PregnantWomanLast week I listened to the church’s press conference about balancing LGBTQ rights and religious freedom.  One thing stood out in particular that really troubled me.  Giving examples of when religious freedom should come first, Elder Holland said:

For example, a Latter-Day Saint physician who objects to performing abortions or artificial insemination for a lesbian couple should not be forced against his or her conscience to do so, especially when others are readily available to perform that function.

I feel concerned by this because I think there is a fundamental divide between the two examples he gave.  I agree that physicians who believe abortion is wrong should have the right to say they will not perform them.  However, in that case the problem is the procedure itself, and so doctors who object refuse the service to everyone equally.  Other doctors may draw the line elsewhere — perhaps he or she is comfortable performing abortions when the fetus has no chance of survival, or when the mother’s life is endangered, but not when those conditions are not met.  Again, I think this is fair because the line of when the doctor will perform an abortion is defined by medical circumstances and is applied equally.
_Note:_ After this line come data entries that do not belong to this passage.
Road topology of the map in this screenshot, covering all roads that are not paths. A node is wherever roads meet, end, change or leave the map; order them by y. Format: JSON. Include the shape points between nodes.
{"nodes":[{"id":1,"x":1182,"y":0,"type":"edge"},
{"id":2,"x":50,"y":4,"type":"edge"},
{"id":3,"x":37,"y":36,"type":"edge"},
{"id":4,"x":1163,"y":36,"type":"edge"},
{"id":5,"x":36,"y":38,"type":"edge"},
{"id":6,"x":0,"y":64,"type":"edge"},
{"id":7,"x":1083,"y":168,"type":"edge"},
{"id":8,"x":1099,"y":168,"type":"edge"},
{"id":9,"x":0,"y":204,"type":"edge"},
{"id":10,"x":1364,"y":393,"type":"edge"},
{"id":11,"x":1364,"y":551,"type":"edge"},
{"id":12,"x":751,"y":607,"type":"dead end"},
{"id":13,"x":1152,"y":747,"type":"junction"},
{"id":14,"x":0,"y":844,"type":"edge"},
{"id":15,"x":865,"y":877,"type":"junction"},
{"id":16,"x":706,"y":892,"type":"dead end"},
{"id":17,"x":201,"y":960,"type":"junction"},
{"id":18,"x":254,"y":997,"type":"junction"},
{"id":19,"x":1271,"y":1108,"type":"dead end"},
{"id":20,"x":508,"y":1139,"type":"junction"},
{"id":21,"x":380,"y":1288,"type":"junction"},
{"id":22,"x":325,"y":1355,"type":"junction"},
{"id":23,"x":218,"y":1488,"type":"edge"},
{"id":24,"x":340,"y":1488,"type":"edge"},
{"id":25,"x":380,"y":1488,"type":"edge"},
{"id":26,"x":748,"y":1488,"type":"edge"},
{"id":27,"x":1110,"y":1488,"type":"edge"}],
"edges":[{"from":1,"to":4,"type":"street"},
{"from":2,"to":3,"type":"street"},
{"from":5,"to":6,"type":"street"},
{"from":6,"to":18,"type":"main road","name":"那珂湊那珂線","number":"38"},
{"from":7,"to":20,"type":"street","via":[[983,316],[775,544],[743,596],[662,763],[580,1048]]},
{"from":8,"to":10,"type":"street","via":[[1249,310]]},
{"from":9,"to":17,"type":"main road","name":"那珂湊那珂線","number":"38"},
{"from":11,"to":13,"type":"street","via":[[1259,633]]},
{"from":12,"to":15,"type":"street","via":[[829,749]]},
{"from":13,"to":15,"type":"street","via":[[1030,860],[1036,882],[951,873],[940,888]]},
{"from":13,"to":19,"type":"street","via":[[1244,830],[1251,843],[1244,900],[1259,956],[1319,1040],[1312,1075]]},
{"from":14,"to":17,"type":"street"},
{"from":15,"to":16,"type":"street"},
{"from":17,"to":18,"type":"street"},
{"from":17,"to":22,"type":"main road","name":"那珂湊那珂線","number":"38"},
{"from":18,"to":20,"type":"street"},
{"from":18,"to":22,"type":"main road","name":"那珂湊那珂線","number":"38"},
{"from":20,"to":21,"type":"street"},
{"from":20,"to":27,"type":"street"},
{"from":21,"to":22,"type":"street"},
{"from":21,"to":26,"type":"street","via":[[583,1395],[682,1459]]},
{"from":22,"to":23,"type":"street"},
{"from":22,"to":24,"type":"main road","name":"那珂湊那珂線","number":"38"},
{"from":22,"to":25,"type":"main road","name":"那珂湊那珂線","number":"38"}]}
The decision, however, to refuse artificial insemination to lesbians is not in the same category. In such a case the doctor would be making the decision not in terms of medical necessity, or objections to the procedure itself, but out of an objection to the perceived sin of the patient.  Where then is the line? If the doctor has the right to deny medical attention based on a belief that the person has sinned or is actively sinning, should all sins be subject to such penalties? Could that possibly be just?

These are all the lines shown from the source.